An exact copy of all the data below is needed, without its pictures.

═══

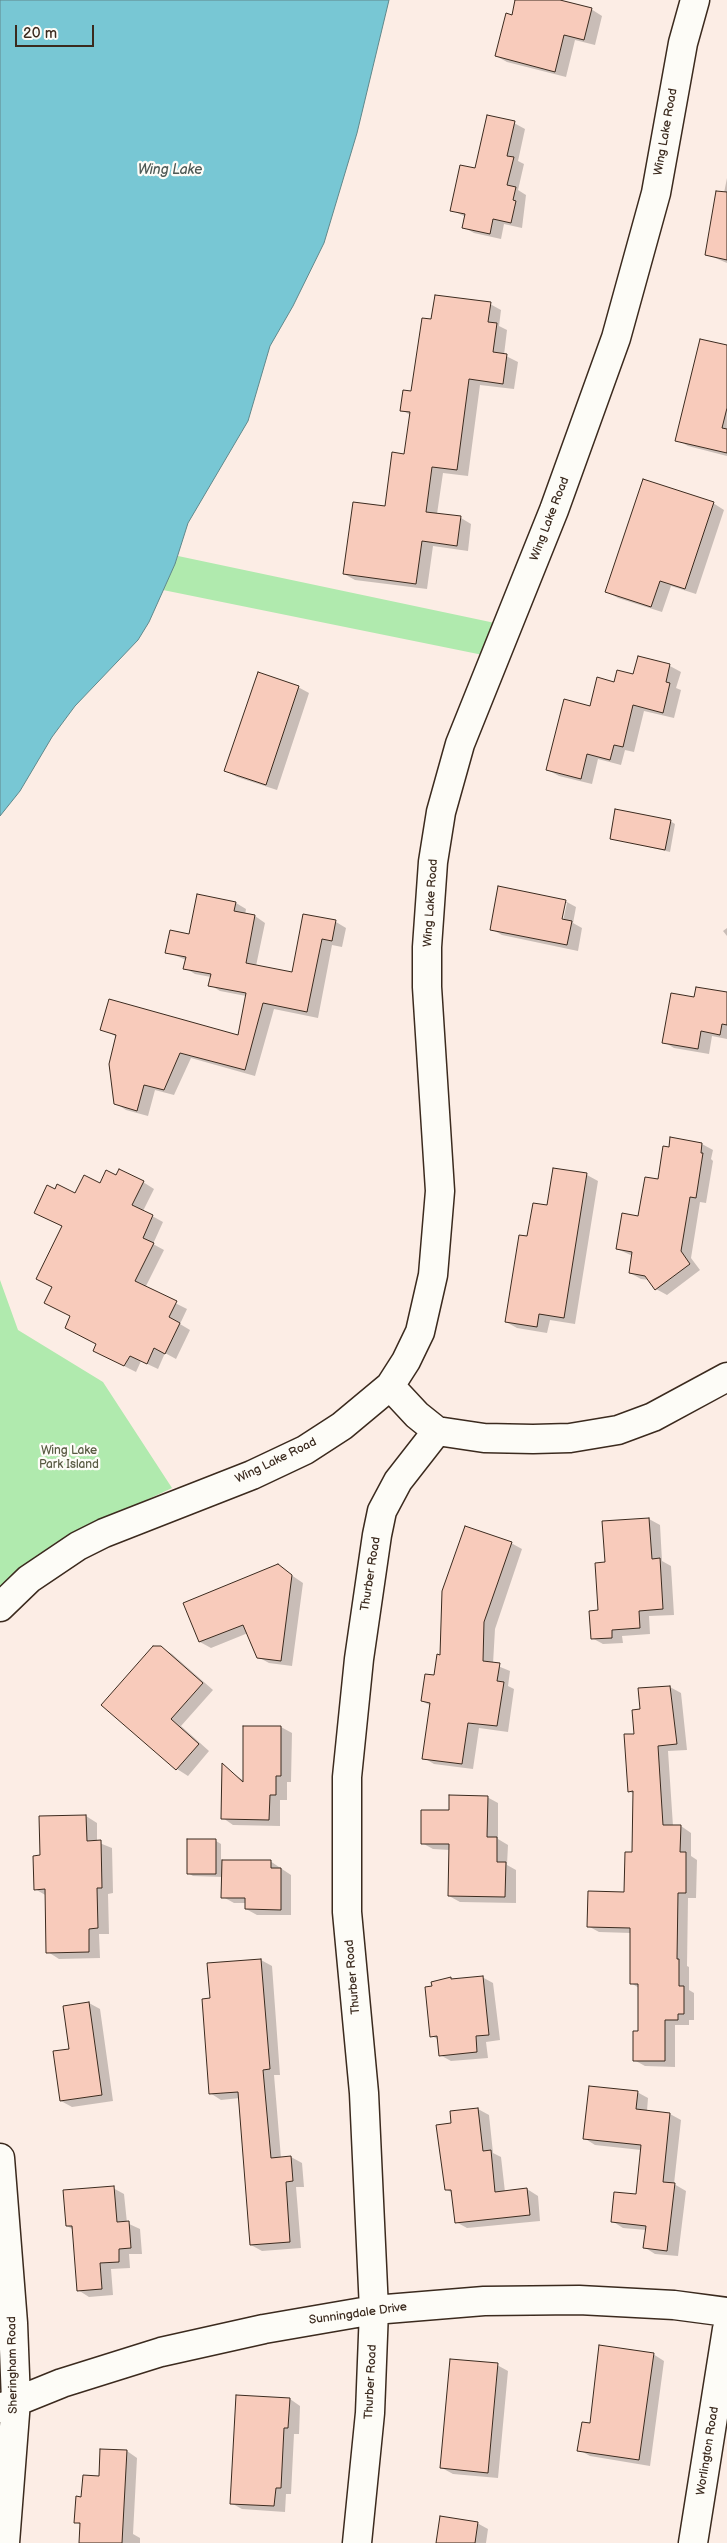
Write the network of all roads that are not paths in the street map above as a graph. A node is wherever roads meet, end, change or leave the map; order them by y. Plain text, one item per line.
1 (694, 0) edge
2 (727, 1376) edge
3 (390, 1386) junction
4 (437, 1431) junction
5 (0, 1607) edge
6 (0, 2158) edge
7 (374, 2310) junction
8 (727, 2312) edge
9 (727, 2329) edge
10 (8, 2404) edge
11 (5, 2543) edge
12 (357, 2543) edge
13 (693, 2543) edge

1 - 3 street, Wing Lake Road
2 - 4 street
3 - 4 street
3 - 5 street, Wing Lake Road
4 - 7 street, Thurber Road
6 - 10 street, Sheringham Road
7 - 8 street, Sunningdale Drive
7 - 10 street, Sunningdale Drive
7 - 12 street, Thurber Road
9 - 13 street, Worlington Road
10 - 11 street, Sheringham Road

═══

§ **Answer box**:
Write the network of all roads that are not paths in the street map above as a graph. A node is wherever roads meet, end, change or leave the map; order them by y. Plain text, one item per line.
1 (694, 0) edge
2 (727, 1376) edge
3 (390, 1386) junction
4 (437, 1431) junction
5 (0, 1607) edge
6 (0, 2158) edge
7 (374, 2310) junction
8 (727, 2312) edge
9 (727, 2329) edge
10 (8, 2404) edge
11 (5, 2543) edge
12 (357, 2543) edge
13 (693, 2543) edge

1 - 3 street, Wing Lake Road
2 - 4 street
3 - 4 street
3 - 5 street, Wing Lake Road
4 - 7 street, Thurber Road
6 - 10 street, Sheringham Road
7 - 8 street, Sunningdale Drive
7 - 10 street, Sunningdale Drive
7 - 12 street, Thurber Road
9 - 13 street, Worlington Road
10 - 11 street, Sheringham Road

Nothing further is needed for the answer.